Após o jantar, Senhor acendeu um charuto fedorento, tragou duas vezes deixando a fumaça amarelada subir rastejando pelas paredes, empinou a barriga para frente e arrastou a cadeira para trás em um movimento barulhento e preguiçoso, que se assemelhou a um trovão.

-- Venha aqui, criatura. - Chamou com um puxão violento nas correntes de metal que segurava nos pulsos da criatura.

Sem escolha, a criatura obedeceu rastejando de joelhos até o pirata de barba grossa e escura. Senhor era um homem de cabelos totalmente pretos e seus olhos traziam toda a desesperança que assolava o planeta em um só homem. Ele fedia à cigarro e aguardente, não trocava muito de roupa, mas era sem sombra de dúvida, o mais limpo de todos nós.

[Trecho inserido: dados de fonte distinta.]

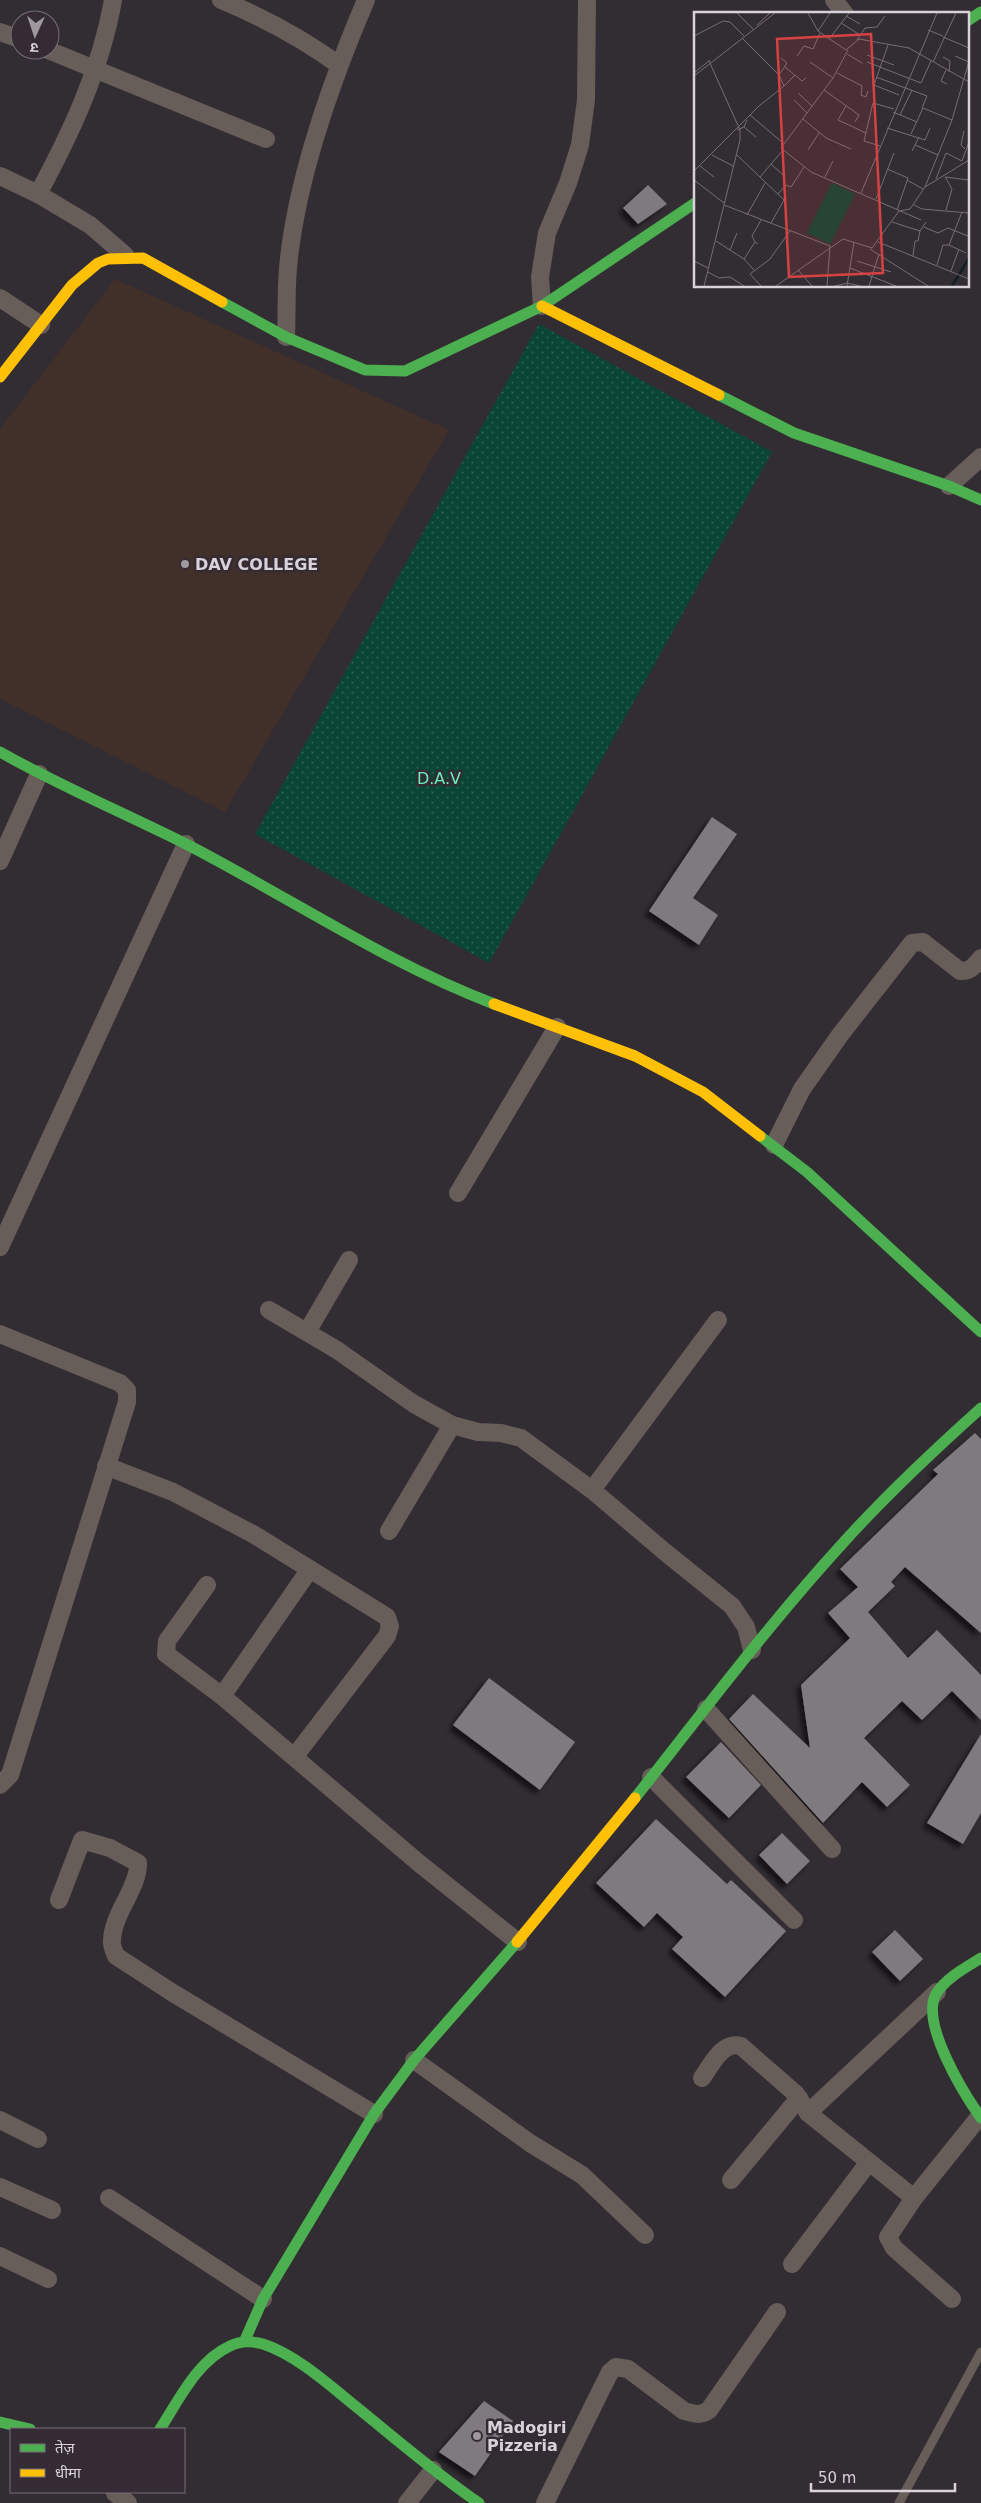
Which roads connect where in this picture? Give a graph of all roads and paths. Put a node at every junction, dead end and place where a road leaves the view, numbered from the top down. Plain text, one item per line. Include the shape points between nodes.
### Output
1 (113, 0) edge
2 (221, 0) edge
3 (366, 0) edge
4 (587, 0) edge
5 (834, 0) edge
6 (844, 12) edge
7 (981, 12) edge
8 (968, 20) edge
9 (60, 54) edge
10 (339, 65) junction
11 (96, 68) junction
12 (266, 139) dead end
13 (0, 176) edge
14 (38, 194) junction
15 (694, 204) edge
16 (125, 255) junction
17 (0, 298) edge
18 (542, 306) junction
19 (41, 325) junction
20 (286, 337) junction
21 (0, 377) edge
22 (981, 457) edge
23 (949, 486) junction
24 (981, 500) edge
25 (0, 752) edge
26 (39, 774) junction
27 (186, 844) junction
28 (0, 861) edge
29 (981, 958) edge
30 (557, 1027) junction
31 (774, 1145) junction
32 (458, 1194) dead end
33 (0, 1247) edge
34 (349, 1260) dead end
35 (269, 1310) dead end
36 (718, 1320) dead end
37 (307, 1332) junction
38 (981, 1332) edge
39 (0, 1334) edge
40 (981, 1409) edge
41 (452, 1425) junction
42 (106, 1466) junction
43 (592, 1490) junction
44 (389, 1531) dead end
45 (310, 1569) junction
46 (207, 1585) dead end
47 (752, 1650) junction
48 (222, 1696) junction
49 (706, 1709) junction
50 (295, 1756) junction
51 (651, 1777) junction
52 (0, 1784) edge
53 (832, 1850) dead end
54 (59, 1900) dead end
55 (794, 1920) dead end
56 (518, 1942) junction
57 (981, 1958) edge
58 (945, 1984) junction
59 (414, 2060) junction
60 (702, 2078) dead end
61 (804, 2106) junction
62 (374, 2114) junction
63 (980, 2117) edge
64 (0, 2120) edge
65 (38, 2139) dead end
66 (869, 2162) junction
67 (731, 2180) dead end
68 (0, 2187) edge
69 (109, 2198) dead end
70 (914, 2198) junction
71 (52, 2210) dead end
72 (645, 2235) dead end
73 (0, 2256) edge
74 (792, 2264) dead end
75 (48, 2279) dead end
76 (263, 2299) junction
77 (952, 2299) dead end
78 (777, 2312) dead end
79 (245, 2340) junction
80 (981, 2352) edge
81 (0, 2422) edge
82 (26, 2428) edge
83 (161, 2428) edge
84 (433, 2470) junction
85 (407, 2503) edge
86 (479, 2503) edge
87 (545, 2503) edge
88 (899, 2503) edge

1 - 11 street
2 - 10 street via 245,10
3 - 10 street
4 - 18 street via 586,100 580,145 547,234 540,277
5 - 6 street
7 - 8 street
9 - 11 street
10 - 20 street via 300,199 288,268
11 - 12 street
11 - 14 street via 64,145
13 - 14 street
14 - 16 street via 90,224
15 - 18 street
16 - 19 street via 99,262 75,281
16 - 20 street via 143,258
17 - 19 street
18 - 20 street via 405,371 365,370
18 - 23 street via 794,433
19 - 21 street
22 - 23 street
23 - 24 street
25 - 26 street
26 - 27 street
26 - 28 street
27 - 30 street via 447,986
27 - 33 street
29 - 31 street via 966,972 960,971 923,942 912,943 840,1035 802,1090
30 - 31 street via 635,1056 695,1088
30 - 32 street
31 - 38 street
34 - 37 street
35 - 37 street
36 - 43 street
37 - 41 street via 414,1404
39 - 42 street via 120,1383 127,1390 127,1402
40 - 47 street via 919,1464 842,1543
41 - 43 street via 521,1438
41 - 44 street
42 - 45 street via 174,1492
42 - 52 street via 10,1775
43 - 47 street via 732,1606 746,1626
45 - 48 street
45 - 50 street via 387,1617 390,1626 387,1636
46 - 48 street via 166,1641 165,1648 166,1654
47 - 49 street
48 - 50 street
49 - 51 street
49 - 53 street
50 - 56 street via 420,1864
51 - 55 street
51 - 56 street
54 - 62 street via 82,1840 110,1848 138,1863 139,1872 121,1908 112,1941 116,1956
56 - 59 street
57 - 58 street
58 - 61 street
58 - 63 street via 933,2002 933,2022 948,2060
59 - 62 street
59 - 72 street via 530,2143 582,2174
60 - 61 street via 725,2048 734,2044 741,2046
61 - 66 street
61 - 67 street
62 - 76 street
63 - 70 street
64 - 65 street
66 - 70 street
66 - 74 street
68 - 71 street
69 - 76 street
70 - 77 street via 891,2230 890,2243
73 - 75 street
76 - 79 street
78 - 87 street via 704,2414 684,2411 628,2369 616,2367 610,2372
79 - 83 street via 215,2354 203,2366
79 - 84 street via 269,2346 316,2373
80 - 88 lane
81 - 82 street
84 - 85 street
84 - 86 street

Senhor segurava um charuto fedorento entre os dentes e levava uma vida abastada, tinha sempre o que comer: muito ovo, pão, legumes e carne, nunca faltava aguardente ou vinho em uma jarra em cima da mesa. Ele vivia em uma fazenda com trinta escravos, dez vacas e uns quinze porcos, além de um celeiro cheio de galinhas, mas era um saqueador dos ares. Um dos perigosos, andava sempre armado ainda que estivesse apenas dentro de casa. Um homem robusto, alto, cheio de músculos exercitados diariamente, com os quais já tinha se safado de algumas encrencas.

A criatura não tinha nada disso: músculos, armas, nem mesmo comida. De vez em quando, se o Senhor gostasse do serviço, dava o resto de seu prato para ela lamber. Até os cães tinham direito à sua porção de ração, mas não a criatura. Pensando que pudesse conquistar um pouco de comida, ajoelhou-se entre as pernas de Senhor, vestindo apenas trapos feitos de sacos de batata costurados com barbantes.

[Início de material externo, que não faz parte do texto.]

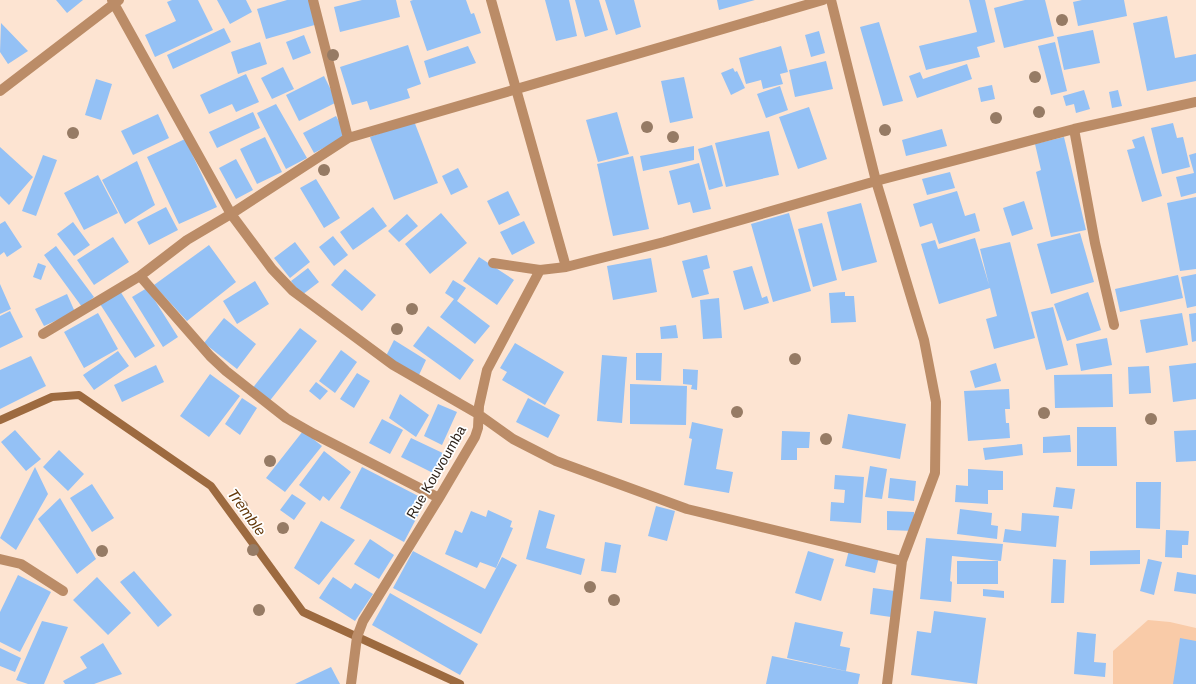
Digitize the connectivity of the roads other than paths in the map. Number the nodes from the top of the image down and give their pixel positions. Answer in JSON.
{"nodes":[{"id":1,"x":313,"y":0,"type":"edge"},
{"id":2,"x":491,"y":0,"type":"edge"},
{"id":3,"x":822,"y":0,"type":"edge"},
{"id":4,"x":831,"y":0,"type":"edge"},
{"id":5,"x":115,"y":1,"type":"edge"},
{"id":6,"x":516,"y":89,"type":"junction"},
{"id":7,"x":0,"y":91,"type":"edge"},
{"id":8,"x":1196,"y":102,"type":"edge"},
{"id":9,"x":1074,"y":129,"type":"junction"},
{"id":10,"x":348,"y":138,"type":"junction"},
{"id":11,"x":876,"y":180,"type":"junction"},
{"id":12,"x":231,"y":214,"type":"junction"},
{"id":13,"x":493,"y":263,"type":"dead end"},
{"id":14,"x":566,"y":267,"type":"junction"},
{"id":15,"x":540,"y":270,"type":"junction"},
{"id":16,"x":140,"y":276,"type":"junction"},
{"id":17,"x":1114,"y":324,"type":"dead end"},
{"id":18,"x":43,"y":334,"type":"dead end"},
{"id":19,"x":478,"y":414,"type":"junction"},
{"id":20,"x":439,"y":498,"type":"junction"},
{"id":21,"x":0,"y":559,"type":"edge"},
{"id":22,"x":902,"y":561,"type":"junction"},
{"id":23,"x":63,"y":591,"type":"dead end"},
{"id":24,"x":351,"y":684,"type":"edge"},
{"id":25,"x":887,"y":684,"type":"edge"}],
"edges":[{"from":1,"to":10,"type":"street"},
{"from":2,"to":6,"type":"street"},
{"from":3,"to":6,"type":"street"},
{"from":4,"to":11,"type":"street"},
{"from":5,"to":7,"type":"street"},
{"from":5,"to":12,"type":"street"},
{"from":6,"to":10,"type":"street"},
{"from":6,"to":14,"type":"street"},
{"from":8,"to":9,"type":"street"},
{"from":9,"to":11,"type":"street"},
{"from":9,"to":17,"type":"street"},
{"from":10,"to":12,"type":"street"},
{"from":11,"to":14,"type":"street"},
{"from":11,"to":22,"type":"street"},
{"from":12,"to":16,"type":"street"},
{"from":12,"to":19,"type":"street"},
{"from":13,"to":15,"type":"street"},
{"from":14,"to":15,"type":"street"},
{"from":15,"to":19,"type":"street","name":"Rue Kouvoumba"},
{"from":16,"to":18,"type":"street"},
{"from":16,"to":20,"type":"street"},
{"from":19,"to":20,"type":"street","name":"Rue Kouvoumba"},
{"from":19,"to":22,"type":"street"},
{"from":20,"to":24,"type":"street","name":"Rue Kouvoumba"},
{"from":21,"to":23,"type":"street"},
{"from":22,"to":25,"type":"street"}]}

Com as mãos trêmulas, a criatura abriu o cinto de Senhor, que deu um sorriso de canto sem tirar o charuto da boca, mas tirou uma pistola cinza escura do coldre em sua cintura e engatilhou a bala, encostando o cano por entre os cabelos da criatura na têmpora:

-- Se eu não gostar, sua imunda, você vai morrer e depois eu mato a vadia da sua irmã. - Disse calmamente, como quem mata por estar entediado. -- Então, chupe bem direitinho.

Embora aquela criatura não merecesse passar pela experiência de chupar um homem como Senhor, eu só conseguia pensar, com extremo alívio, que não era eu. Já tinha visto o que o Senhor costumava fazer se fossem fêmeas... Especialmente as inexperientes. Por algum motivo, a criatura estava segura em sua posição. Era só um maldito oral.

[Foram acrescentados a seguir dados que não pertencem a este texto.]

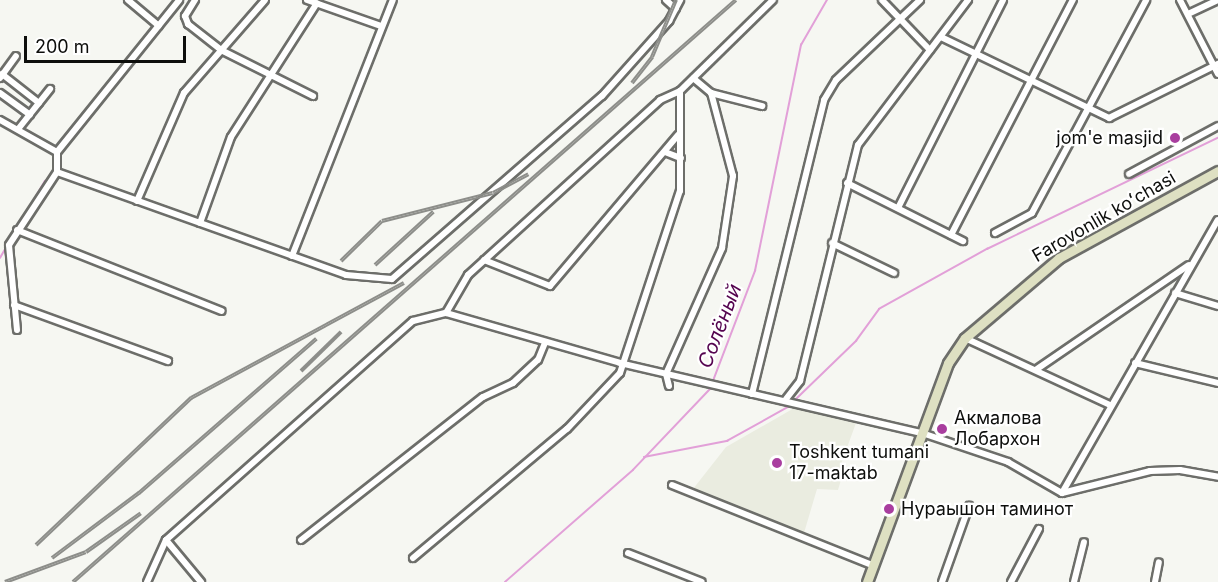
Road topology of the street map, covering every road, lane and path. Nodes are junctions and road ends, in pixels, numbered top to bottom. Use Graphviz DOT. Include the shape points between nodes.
graph roads {
  1 [pos="128,0"];
  2 [pos="179,0"];
  3 [pos="195,0"];
  4 [pos="265,0"];
  5 [pos="307,0"];
  6 [pos="393,0"];
  7 [pos="666,0"];
  8 [pos="680,0"];
  9 [pos="773,0"];
  10 [pos="882,0"];
  11 [pos="920,0"];
  12 [pos="968,0"];
  13 [pos="1003,0"];
  14 [pos="1073,0"];
  15 [pos="1146,0"];
  16 [pos="1180,0"];
  17 [pos="1218,0"];
  18 [pos="317,3"];
  19 [pos="676,9"];
  20 [pos="1188,14"];
  21 [pos="900,19"];
  22 [pos="159,26"];
  23 [pos="381,26"];
  24 [pos="941,37"];
  25 [pos="221,50"];
  26 [pos="930,50"];
  27 [pos="976,54"];
  28 [pos="16,56"];
  29 [pos="1216,65"];
  30 [pos="1218,74"];
  31 [pos="1,76"];
  32 [pos="275,77"];
  33 [pos="693,78"];
  34 [pos="1033,82"];
  35 [pos="50,89"];
  36 [pos="680,91"];
  37 [pos="0,93"];
  38 [pos="711,93"];
  39 [pos="313,96"];
  40 [pos="39,103"];
  41 [pos="762,106"];
  42 [pos="1088,110"];
  43 [pos="30,115"];
  44 [pos="0,120"];
  45 [pos="1218,126"];
  46 [pos="20,128"];
  47 [pos="678,135"];
  48 [pos="57,152"];
  49 [pos="665,152"];
  50 [pos="681,158"];
  51 [pos="1218,171"];
  52 [pos="57,172"];
  53 [pos="1129,174"];
  54 [pos="847,183"];
  55 [pos="137,201"];
  56 [pos="898,208"];
  57 [pos="1218,220"];
  58 [pos="200,223"];
  59 [pos="17,230"];
  60 [pos="995,233"];
  61 [pos="951,235"];
  62 [pos="963,241"];
  63 [pos="832,243"];
  64 [pos="292,256"];
  65 [pos="484,260"];
  66 [pos="1192,263"];
  67 [pos="894,273"];
  68 [pos="1175,293"];
  69 [pos="14,305"];
  70 [pos="1218,306"];
  71 [pos="222,311"];
  72 [pos="446,313"];
  73 [pos="17,330"];
  74 [pos="966,338"];
  75 [pos="545,343"];
  76 [pos="168,361"];
  77 [pos="620,363"];
  78 [pos="1135,363"];
  79 [pos="1037,369"];
  80 [pos="666,374"];
  81 [pos="1218,383"];
  82 [pos="669,386"];
  83 [pos="752,394"];
  84 [pos="789,399"];
  85 [pos="1110,405"];
  86 [pos="922,433"];
  87 [pos="1218,477"];
  88 [pos="672,485"];
  89 [pos="1062,493"];
  90 [pos="969,506"];
  91 [pos="1039,529"];
  92 [pos="166,540"];
  93 [pos="301,540"];
  94 [pos="1084,542"];
  95 [pos="628,553"];
  96 [pos="413,558"];
  97 [pos="1159,562"];
  98 [pos="872,566"];
  99 [pos="147,582"];
  100 [pos="201,582"];
  101 [pos="702,582"];
  102 [pos="867,582"];
  103 [pos="942,582"];
  104 [pos="1011,582"];
  105 [pos="1074,582"];
  106 [pos="1155,582"];
  1 -- 22 [label="street"];
  2 -- 22 [label="street"];
  3 -- 25 [label="street" via="184,18"];
  4 -- 25 [label="street"];
  5 -- 18 [label="street"];
  6 -- 23 [label="street"];
  7 -- 19 [label="street"];
  8 -- 19 [label="street"];
  9 -- 33 [label="street"];
  10 -- 21 [label="street"];
  11 -- 21 [label="street"];
  12 -- 24 [label="street"];
  13 -- 27 [label="street"];
  14 -- 34 [label="street"];
  15 -- 42 [label="street"];
  16 -- 20 [label="street"];
  17 -- 20 [label="street"];
  18 -- 23 [label="street"];
  18 -- 32 [label="street"];
  19 -- 64 [label="street" via="602,96 392,279 346,275"];
  20 -- 29 [label="street"];
  21 -- 26 [label="street"];
  21 -- 83 [label="street" via="836,80 824,100"];
  22 -- 48 [label="street"];
  23 -- 64 [label="street"];
  24 -- 26 [label="street"];
  24 -- 27 [label="street"];
  25 -- 32 [label="street"];
  25 -- 55 [label="street" via="175,108"];
  26 -- 54 [label="street" via="865,134"];
  27 -- 34 [label="street"];
  27 -- 56 [label="street"];
  28 -- 31 [label="street"];
  29 -- 30 [label="street"];
  29 -- 42 [label="street" via="1114,117"];
  31 -- 40 [label="street"];
  32 -- 39 [label="street"];
  32 -- 58 [label="street" via="231,137"];
  33 -- 36 [label="street"];
  33 -- 38 [label="street"];
  34 -- 42 [label="street"];
  34 -- 61 [label="street"];
  35 -- 40 [label="street"];
  36 -- 47 [label="street"];
  36 -- 65 [label="street" via="660,100"];
  37 -- 43 [label="street"];
  38 -- 41 [label="street"];
  38 -- 80 [label="street" via="731,168 729,212 713,271"];
  40 -- 43 [label="street"];
  42 -- 60 [label="street" via="1032,213"];
  43 -- 46 [label="street"];
  44 -- 46 [label="street"];
  45 -- 53 [label="street"];
  46 -- 48 [label="street"];
  47 -- 49 [label="street"];
  47 -- 50 [label="street"];
  48 -- 52 [label="street"];
  49 -- 50 [label="street"];
  49 -- 65 [label="street" via="550,286"];
  50 -- 77 [label="street" via="680,191"];
  51 -- 74 [label="street, Farovonlik koʻchasi" via="1059,258 1003,300"];
  52 -- 55 [label="street"];
  52 -- 59 [label="street"];
  54 -- 56 [label="street"];
  54 -- 63 [label="street"];
  55 -- 58 [label="street"];
  56 -- 61 [label="street"];
  57 -- 66 [label="street"];
  58 -- 64 [label="street"];
  59 -- 69 [label="street" via="9,246"];
  59 -- 71 [label="street"];
  61 -- 62 [label="street"];
  63 -- 67 [label="street"];
  63 -- 84 [label="street" via="800,381"];
  65 -- 72 [label="street" via="463,281"];
  66 -- 68 [label="street"];
  66 -- 79 [label="street"];
  68 -- 70 [label="street"];
  68 -- 78 [label="street"];
  69 -- 73 [label="street"];
  69 -- 76 [label="street"];
  72 -- 75 [label="street"];
  72 -- 92 [label="street" via="413,321"];
  74 -- 79 [label="street"];
  74 -- 86 [label="street, Farovonlik koʻchasi" via="948,363"];
  75 -- 77 [label="street"];
  75 -- 93 [label="street" via="538,360 513,383 483,396"];
  77 -- 80 [label="street"];
  77 -- 96 [label="street" via="610,389"];
  78 -- 81 [label="street"];
  78 -- 85 [label="street"];
  79 -- 85 [label="street"];
  80 -- 82 [label="street"];
  80 -- 83 [label="street"];
  83 -- 84 [label="street"];
  84 -- 86 [label="street"];
  85 -- 89 [label="street"];
  86 -- 89 [label="street" via="1008,462"];
  86 -- 98 [label="street, Farovonlik koʻchasi"];
  87 -- 89 [label="street" via="1180,470 1150,471"];
  88 -- 98 [label="street"];
  90 -- 103 [label="street"];
  91 -- 104 [label="street"];
  92 -- 99 [label="street"];
  92 -- 100 [label="street"];
  94 -- 105 [label="street"];
  95 -- 101 [label="street"];
  97 -- 106 [label="street"];
  98 -- 102 [label="street, Farovonlik koʻchasi"];
}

Aproximei-me da pia segurando o prato de Senhor, ele tinha terminado de comer, mas havia sobrado bastante farinha e batata. Tive o cuidado de separar os restos em uma tigela a parte, pois sabia que se Senhor estivesse de bom humor quando a criatura terminasse, eu poderia comer. Todos nós poderíamos comer em paz.

Por isso era fácil dar as costas, fechar os olhos, fingir que não era com você e que você não tinha nada a ver com isso. O fim do mundo desperta o que há de pior nas pessoas e em algumas, o pior é apenas a covardia.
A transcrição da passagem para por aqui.